__TASK DETAILS__: From the data that follows, copy every line with the string "Höninger".

__EXTRACTED ENTRIES__:
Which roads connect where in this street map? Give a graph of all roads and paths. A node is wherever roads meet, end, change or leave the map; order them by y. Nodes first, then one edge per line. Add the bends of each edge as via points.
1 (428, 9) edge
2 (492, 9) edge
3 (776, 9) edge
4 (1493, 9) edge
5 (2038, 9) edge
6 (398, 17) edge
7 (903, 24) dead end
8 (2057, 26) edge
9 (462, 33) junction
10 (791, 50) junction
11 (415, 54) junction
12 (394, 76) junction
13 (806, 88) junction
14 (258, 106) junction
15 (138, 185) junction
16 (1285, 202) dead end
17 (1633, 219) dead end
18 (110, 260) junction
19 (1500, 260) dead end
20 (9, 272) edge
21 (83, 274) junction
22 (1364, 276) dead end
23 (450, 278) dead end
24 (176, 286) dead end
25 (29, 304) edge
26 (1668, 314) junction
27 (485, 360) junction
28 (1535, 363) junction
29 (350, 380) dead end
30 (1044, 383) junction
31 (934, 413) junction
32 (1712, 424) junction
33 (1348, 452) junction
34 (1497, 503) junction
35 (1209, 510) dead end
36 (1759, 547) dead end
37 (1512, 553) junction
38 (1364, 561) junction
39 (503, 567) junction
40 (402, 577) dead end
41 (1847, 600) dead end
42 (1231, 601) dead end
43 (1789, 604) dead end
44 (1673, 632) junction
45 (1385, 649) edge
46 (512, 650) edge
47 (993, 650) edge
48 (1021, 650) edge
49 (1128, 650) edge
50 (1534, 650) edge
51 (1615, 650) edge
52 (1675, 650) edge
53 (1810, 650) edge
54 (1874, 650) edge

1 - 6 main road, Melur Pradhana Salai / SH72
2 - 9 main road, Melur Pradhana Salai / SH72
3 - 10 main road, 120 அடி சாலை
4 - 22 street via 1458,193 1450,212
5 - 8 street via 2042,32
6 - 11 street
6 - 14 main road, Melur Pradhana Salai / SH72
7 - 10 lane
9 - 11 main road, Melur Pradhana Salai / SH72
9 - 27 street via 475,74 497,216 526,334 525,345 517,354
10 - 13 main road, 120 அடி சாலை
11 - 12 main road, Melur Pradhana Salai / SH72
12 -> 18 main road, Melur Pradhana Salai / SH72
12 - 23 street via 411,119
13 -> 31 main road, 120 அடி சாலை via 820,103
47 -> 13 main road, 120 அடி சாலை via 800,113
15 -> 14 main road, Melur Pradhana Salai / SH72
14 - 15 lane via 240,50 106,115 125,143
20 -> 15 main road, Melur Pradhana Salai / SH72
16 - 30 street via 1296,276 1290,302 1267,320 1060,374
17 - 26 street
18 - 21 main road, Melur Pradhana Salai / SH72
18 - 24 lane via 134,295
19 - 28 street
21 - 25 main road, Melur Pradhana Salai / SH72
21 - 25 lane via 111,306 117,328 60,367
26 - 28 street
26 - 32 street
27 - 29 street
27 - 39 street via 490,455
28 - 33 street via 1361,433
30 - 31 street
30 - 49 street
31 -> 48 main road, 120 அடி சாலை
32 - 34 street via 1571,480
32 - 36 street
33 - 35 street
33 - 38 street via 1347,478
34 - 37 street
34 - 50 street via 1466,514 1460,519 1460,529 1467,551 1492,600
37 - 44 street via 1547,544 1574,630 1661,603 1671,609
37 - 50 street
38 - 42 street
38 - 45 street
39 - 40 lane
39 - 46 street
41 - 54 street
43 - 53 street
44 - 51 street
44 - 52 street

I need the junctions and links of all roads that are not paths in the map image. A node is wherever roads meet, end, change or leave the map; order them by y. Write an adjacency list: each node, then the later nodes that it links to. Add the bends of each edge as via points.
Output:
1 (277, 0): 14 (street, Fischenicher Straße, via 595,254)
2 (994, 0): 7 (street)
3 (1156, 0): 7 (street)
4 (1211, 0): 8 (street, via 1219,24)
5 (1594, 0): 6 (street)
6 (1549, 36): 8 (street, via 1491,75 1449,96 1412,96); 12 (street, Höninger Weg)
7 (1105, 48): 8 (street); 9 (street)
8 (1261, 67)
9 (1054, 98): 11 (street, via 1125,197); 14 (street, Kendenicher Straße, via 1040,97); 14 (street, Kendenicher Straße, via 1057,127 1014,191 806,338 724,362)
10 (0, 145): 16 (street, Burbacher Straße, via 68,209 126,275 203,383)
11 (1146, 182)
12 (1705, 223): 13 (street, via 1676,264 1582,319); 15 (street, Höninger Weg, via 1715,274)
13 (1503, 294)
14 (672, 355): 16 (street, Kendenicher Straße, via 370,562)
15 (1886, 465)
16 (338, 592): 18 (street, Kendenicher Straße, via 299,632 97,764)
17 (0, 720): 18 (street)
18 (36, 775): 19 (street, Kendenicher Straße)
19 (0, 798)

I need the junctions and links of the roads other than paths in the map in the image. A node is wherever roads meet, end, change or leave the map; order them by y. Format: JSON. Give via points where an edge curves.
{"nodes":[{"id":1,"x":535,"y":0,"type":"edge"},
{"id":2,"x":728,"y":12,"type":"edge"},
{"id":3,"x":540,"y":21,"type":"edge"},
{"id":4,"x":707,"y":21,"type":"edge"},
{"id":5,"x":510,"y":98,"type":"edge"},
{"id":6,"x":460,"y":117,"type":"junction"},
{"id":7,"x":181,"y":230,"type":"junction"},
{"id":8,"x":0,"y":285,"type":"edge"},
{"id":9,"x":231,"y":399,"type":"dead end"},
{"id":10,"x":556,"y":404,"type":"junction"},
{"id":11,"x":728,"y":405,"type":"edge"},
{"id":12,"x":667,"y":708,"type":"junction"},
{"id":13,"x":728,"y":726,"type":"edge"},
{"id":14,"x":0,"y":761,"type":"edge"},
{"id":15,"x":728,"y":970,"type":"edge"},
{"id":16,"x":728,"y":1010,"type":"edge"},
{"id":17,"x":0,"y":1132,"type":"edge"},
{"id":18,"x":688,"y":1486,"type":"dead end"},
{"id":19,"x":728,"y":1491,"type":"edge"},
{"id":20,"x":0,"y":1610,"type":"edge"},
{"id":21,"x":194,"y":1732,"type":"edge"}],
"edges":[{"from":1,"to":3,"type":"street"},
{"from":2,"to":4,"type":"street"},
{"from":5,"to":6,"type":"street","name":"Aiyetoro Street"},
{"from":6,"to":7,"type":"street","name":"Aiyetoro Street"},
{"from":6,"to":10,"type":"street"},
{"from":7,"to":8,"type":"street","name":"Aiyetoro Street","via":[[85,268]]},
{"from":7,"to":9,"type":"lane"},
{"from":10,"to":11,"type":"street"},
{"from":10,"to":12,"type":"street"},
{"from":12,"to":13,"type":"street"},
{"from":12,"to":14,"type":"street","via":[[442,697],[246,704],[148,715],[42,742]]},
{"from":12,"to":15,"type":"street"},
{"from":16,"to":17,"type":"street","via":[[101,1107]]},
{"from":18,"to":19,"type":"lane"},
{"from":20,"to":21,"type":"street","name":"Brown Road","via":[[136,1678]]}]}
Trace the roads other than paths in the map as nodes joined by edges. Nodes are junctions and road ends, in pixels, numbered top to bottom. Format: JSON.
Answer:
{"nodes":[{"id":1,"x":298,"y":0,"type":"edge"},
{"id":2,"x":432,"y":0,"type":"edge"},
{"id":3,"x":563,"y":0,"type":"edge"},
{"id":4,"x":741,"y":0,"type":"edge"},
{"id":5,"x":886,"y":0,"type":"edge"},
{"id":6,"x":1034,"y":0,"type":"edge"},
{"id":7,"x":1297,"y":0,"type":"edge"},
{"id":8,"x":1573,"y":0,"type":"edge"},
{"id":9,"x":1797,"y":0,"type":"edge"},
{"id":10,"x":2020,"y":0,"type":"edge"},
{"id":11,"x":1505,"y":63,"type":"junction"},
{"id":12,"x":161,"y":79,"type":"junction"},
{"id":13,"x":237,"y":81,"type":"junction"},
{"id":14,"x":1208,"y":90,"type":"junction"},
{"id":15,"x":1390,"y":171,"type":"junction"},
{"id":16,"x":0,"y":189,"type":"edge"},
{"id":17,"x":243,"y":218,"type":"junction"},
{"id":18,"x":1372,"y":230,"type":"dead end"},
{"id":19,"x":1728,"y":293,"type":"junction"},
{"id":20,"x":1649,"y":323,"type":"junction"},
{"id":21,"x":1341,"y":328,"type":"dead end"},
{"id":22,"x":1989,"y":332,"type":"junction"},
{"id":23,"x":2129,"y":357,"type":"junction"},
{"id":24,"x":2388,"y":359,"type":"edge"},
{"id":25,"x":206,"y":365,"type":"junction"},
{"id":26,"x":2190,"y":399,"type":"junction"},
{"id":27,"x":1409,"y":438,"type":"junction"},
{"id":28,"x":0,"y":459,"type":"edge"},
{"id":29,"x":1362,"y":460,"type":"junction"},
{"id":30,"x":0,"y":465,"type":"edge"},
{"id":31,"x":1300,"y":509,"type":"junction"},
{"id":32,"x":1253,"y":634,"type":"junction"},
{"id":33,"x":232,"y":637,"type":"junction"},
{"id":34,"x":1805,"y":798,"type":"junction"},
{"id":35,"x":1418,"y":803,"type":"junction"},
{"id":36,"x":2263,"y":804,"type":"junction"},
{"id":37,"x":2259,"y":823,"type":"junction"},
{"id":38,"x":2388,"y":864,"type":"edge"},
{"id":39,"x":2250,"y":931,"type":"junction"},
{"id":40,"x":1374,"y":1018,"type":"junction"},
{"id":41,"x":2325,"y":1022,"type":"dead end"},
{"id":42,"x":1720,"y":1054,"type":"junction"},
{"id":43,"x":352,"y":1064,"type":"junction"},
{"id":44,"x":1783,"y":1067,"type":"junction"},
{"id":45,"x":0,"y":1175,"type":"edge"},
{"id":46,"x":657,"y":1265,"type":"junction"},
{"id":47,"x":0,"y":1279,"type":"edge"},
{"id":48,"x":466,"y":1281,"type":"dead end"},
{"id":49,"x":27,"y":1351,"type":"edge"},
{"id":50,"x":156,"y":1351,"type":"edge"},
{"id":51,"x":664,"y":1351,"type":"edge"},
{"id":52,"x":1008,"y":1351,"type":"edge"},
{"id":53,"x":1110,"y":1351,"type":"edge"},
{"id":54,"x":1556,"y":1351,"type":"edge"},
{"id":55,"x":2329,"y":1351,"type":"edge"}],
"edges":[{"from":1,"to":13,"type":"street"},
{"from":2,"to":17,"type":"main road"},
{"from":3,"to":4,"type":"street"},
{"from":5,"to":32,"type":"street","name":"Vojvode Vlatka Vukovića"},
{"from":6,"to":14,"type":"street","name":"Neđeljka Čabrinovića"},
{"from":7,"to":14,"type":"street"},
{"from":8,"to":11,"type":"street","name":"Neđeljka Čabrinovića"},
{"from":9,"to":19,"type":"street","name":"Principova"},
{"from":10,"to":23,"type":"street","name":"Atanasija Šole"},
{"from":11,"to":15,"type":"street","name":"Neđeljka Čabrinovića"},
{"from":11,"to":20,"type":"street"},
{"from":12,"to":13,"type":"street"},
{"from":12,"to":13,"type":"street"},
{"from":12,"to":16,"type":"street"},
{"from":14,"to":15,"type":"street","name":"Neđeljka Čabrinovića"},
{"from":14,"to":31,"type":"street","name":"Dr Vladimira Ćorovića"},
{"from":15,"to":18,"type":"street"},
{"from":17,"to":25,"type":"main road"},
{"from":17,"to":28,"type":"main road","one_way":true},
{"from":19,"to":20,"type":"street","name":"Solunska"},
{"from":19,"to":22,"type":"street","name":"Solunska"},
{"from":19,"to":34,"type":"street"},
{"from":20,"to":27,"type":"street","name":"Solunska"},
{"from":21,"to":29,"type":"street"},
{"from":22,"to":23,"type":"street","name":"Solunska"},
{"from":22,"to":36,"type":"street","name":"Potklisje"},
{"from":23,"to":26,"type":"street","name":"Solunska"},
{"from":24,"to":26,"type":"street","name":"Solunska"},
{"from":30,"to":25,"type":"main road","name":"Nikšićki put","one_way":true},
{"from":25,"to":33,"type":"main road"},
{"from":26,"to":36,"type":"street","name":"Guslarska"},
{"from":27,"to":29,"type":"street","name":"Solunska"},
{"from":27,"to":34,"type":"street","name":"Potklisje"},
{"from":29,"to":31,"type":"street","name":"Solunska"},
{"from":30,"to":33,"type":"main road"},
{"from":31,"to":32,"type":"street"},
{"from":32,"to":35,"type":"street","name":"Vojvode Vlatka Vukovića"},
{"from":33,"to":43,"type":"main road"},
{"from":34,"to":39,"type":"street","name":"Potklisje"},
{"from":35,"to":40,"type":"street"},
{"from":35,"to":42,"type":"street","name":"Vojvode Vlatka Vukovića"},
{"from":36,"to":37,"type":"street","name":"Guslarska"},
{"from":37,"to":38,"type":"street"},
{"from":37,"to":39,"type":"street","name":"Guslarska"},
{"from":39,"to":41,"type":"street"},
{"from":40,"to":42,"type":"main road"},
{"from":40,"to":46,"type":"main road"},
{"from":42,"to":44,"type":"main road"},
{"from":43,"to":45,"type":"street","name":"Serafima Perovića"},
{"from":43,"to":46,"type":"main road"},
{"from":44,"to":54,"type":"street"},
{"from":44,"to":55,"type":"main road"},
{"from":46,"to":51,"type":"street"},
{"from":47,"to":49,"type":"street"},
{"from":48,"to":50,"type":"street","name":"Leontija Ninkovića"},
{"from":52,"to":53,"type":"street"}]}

__TASK RESPONSE__:
6 (1549, 36): 8 (street, via 1491,75 1449,96 1412,96); 12 (street, Höninger Weg)
12 (1705, 223): 13 (street, via 1676,264 1582,319); 15 (street, Höninger Weg, via 1715,274)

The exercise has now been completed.